Directions for this task:
Write out all of the records below precisely as given, omitting the images.

(Stored data entries)

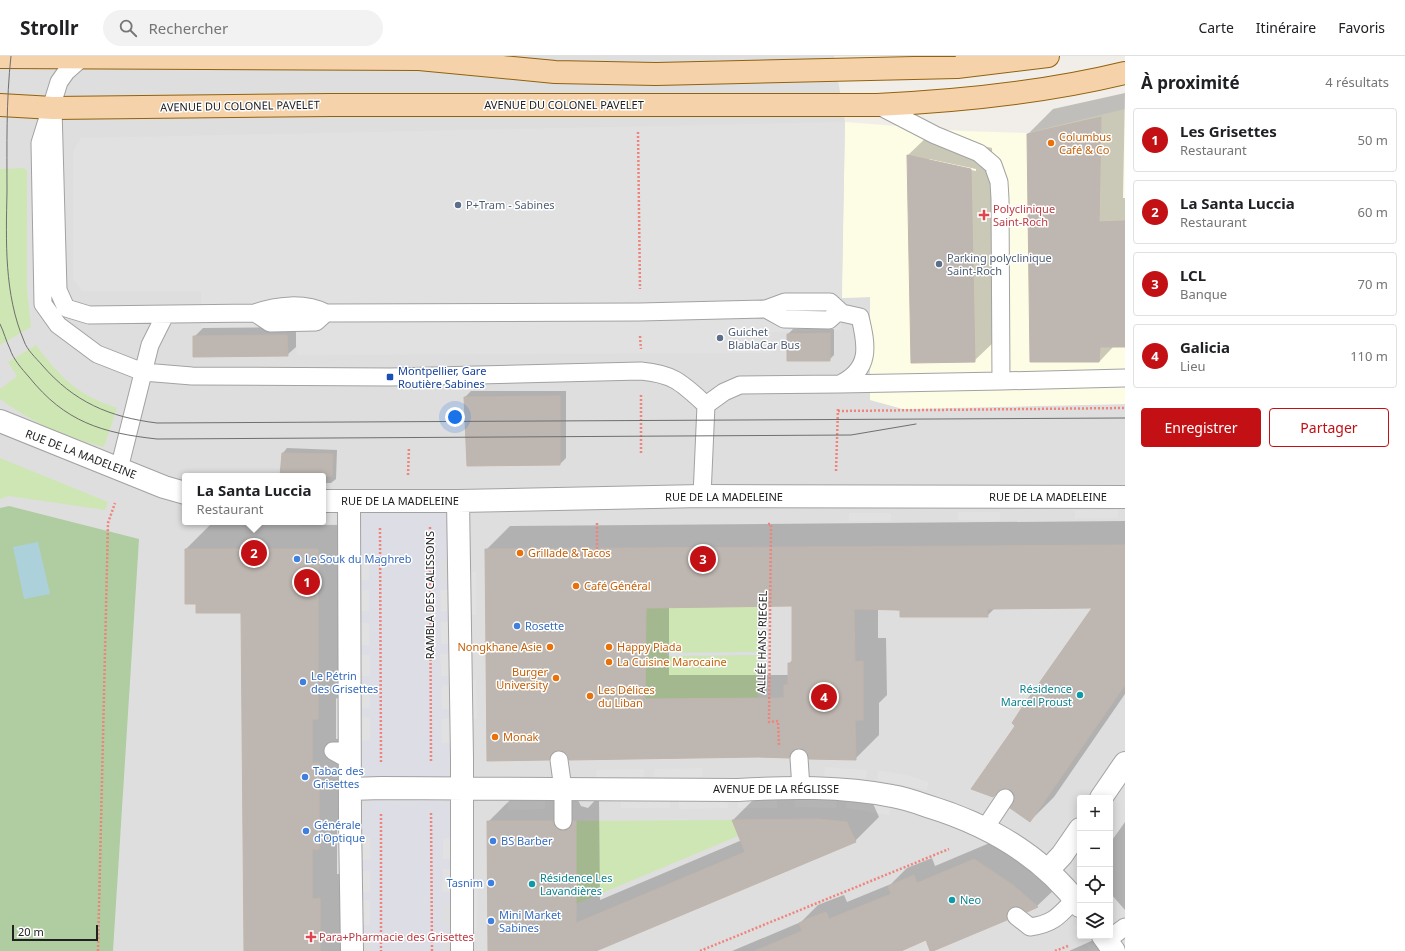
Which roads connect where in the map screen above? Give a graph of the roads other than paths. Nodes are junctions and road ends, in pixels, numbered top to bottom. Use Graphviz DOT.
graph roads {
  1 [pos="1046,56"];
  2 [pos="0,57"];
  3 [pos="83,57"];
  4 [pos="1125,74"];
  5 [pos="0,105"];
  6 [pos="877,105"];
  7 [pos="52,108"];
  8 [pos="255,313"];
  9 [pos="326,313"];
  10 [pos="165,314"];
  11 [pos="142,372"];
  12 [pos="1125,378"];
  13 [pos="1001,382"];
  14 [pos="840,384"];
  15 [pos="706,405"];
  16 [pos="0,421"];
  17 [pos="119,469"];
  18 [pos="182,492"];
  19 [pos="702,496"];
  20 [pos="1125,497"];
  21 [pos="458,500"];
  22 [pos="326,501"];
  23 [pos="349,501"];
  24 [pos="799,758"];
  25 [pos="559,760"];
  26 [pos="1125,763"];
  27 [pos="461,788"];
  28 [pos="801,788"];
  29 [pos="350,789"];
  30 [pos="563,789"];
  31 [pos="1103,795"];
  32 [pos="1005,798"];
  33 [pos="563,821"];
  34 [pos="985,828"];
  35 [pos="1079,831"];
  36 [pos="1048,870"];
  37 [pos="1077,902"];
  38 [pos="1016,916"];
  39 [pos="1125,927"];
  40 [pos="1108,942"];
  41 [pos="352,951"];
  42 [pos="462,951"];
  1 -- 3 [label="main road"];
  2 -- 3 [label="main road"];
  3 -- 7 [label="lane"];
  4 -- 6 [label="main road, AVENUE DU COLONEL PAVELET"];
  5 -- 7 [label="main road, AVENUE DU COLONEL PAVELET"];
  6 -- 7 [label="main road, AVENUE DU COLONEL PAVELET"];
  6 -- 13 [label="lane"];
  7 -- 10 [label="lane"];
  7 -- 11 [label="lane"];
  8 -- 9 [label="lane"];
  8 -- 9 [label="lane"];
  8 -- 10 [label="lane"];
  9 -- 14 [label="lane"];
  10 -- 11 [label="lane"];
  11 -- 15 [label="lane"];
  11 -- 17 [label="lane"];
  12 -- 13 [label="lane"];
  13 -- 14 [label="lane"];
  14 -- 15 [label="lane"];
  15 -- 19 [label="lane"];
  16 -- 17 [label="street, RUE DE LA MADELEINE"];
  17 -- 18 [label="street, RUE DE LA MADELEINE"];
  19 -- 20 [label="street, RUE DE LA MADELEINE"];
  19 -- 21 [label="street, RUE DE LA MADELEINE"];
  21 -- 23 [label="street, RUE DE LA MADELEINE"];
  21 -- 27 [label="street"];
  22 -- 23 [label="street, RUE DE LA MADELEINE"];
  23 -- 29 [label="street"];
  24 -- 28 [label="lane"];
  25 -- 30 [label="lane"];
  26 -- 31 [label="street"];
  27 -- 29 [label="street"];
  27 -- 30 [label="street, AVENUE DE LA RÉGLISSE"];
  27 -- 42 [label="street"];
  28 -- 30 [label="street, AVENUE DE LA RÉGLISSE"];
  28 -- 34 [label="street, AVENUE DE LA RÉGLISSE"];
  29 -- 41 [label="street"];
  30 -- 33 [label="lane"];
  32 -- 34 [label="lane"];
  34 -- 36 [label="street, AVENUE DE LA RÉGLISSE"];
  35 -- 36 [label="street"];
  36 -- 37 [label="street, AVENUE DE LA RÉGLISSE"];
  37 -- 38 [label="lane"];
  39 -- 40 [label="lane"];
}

Answer section:
Which roads connect where in the map screen above? Give a graph of the roads other than paths. Nodes are junctions and road ends, in pixels, numbered top to bottom. Use Graphviz DOT.
graph roads {
  1 [pos="1046,56"];
  2 [pos="0,57"];
  3 [pos="83,57"];
  4 [pos="1125,74"];
  5 [pos="0,105"];
  6 [pos="877,105"];
  7 [pos="52,108"];
  8 [pos="255,313"];
  9 [pos="326,313"];
  10 [pos="165,314"];
  11 [pos="142,372"];
  12 [pos="1125,378"];
  13 [pos="1001,382"];
  14 [pos="840,384"];
  15 [pos="706,405"];
  16 [pos="0,421"];
  17 [pos="119,469"];
  18 [pos="182,492"];
  19 [pos="702,496"];
  20 [pos="1125,497"];
  21 [pos="458,500"];
  22 [pos="326,501"];
  23 [pos="349,501"];
  24 [pos="799,758"];
  25 [pos="559,760"];
  26 [pos="1125,763"];
  27 [pos="461,788"];
  28 [pos="801,788"];
  29 [pos="350,789"];
  30 [pos="563,789"];
  31 [pos="1103,795"];
  32 [pos="1005,798"];
  33 [pos="563,821"];
  34 [pos="985,828"];
  35 [pos="1079,831"];
  36 [pos="1048,870"];
  37 [pos="1077,902"];
  38 [pos="1016,916"];
  39 [pos="1125,927"];
  40 [pos="1108,942"];
  41 [pos="352,951"];
  42 [pos="462,951"];
  1 -- 3 [label="main road"];
  2 -- 3 [label="main road"];
  3 -- 7 [label="lane"];
  4 -- 6 [label="main road, AVENUE DU COLONEL PAVELET"];
  5 -- 7 [label="main road, AVENUE DU COLONEL PAVELET"];
  6 -- 7 [label="main road, AVENUE DU COLONEL PAVELET"];
  6 -- 13 [label="lane"];
  7 -- 10 [label="lane"];
  7 -- 11 [label="lane"];
  8 -- 9 [label="lane"];
  8 -- 9 [label="lane"];
  8 -- 10 [label="lane"];
  9 -- 14 [label="lane"];
  10 -- 11 [label="lane"];
  11 -- 15 [label="lane"];
  11 -- 17 [label="lane"];
  12 -- 13 [label="lane"];
  13 -- 14 [label="lane"];
  14 -- 15 [label="lane"];
  15 -- 19 [label="lane"];
  16 -- 17 [label="street, RUE DE LA MADELEINE"];
  17 -- 18 [label="street, RUE DE LA MADELEINE"];
  19 -- 20 [label="street, RUE DE LA MADELEINE"];
  19 -- 21 [label="street, RUE DE LA MADELEINE"];
  21 -- 23 [label="street, RUE DE LA MADELEINE"];
  21 -- 27 [label="street"];
  22 -- 23 [label="street, RUE DE LA MADELEINE"];
  23 -- 29 [label="street"];
  24 -- 28 [label="lane"];
  25 -- 30 [label="lane"];
  26 -- 31 [label="street"];
  27 -- 29 [label="street"];
  27 -- 30 [label="street, AVENUE DE LA RÉGLISSE"];
  27 -- 42 [label="street"];
  28 -- 30 [label="street, AVENUE DE LA RÉGLISSE"];
  28 -- 34 [label="street, AVENUE DE LA RÉGLISSE"];
  29 -- 41 [label="street"];
  30 -- 33 [label="lane"];
  32 -- 34 [label="lane"];
  34 -- 36 [label="street, AVENUE DE LA RÉGLISSE"];
  35 -- 36 [label="street"];
  36 -- 37 [label="street, AVENUE DE LA RÉGLISSE"];
  37 -- 38 [label="lane"];
  39 -- 40 [label="lane"];
}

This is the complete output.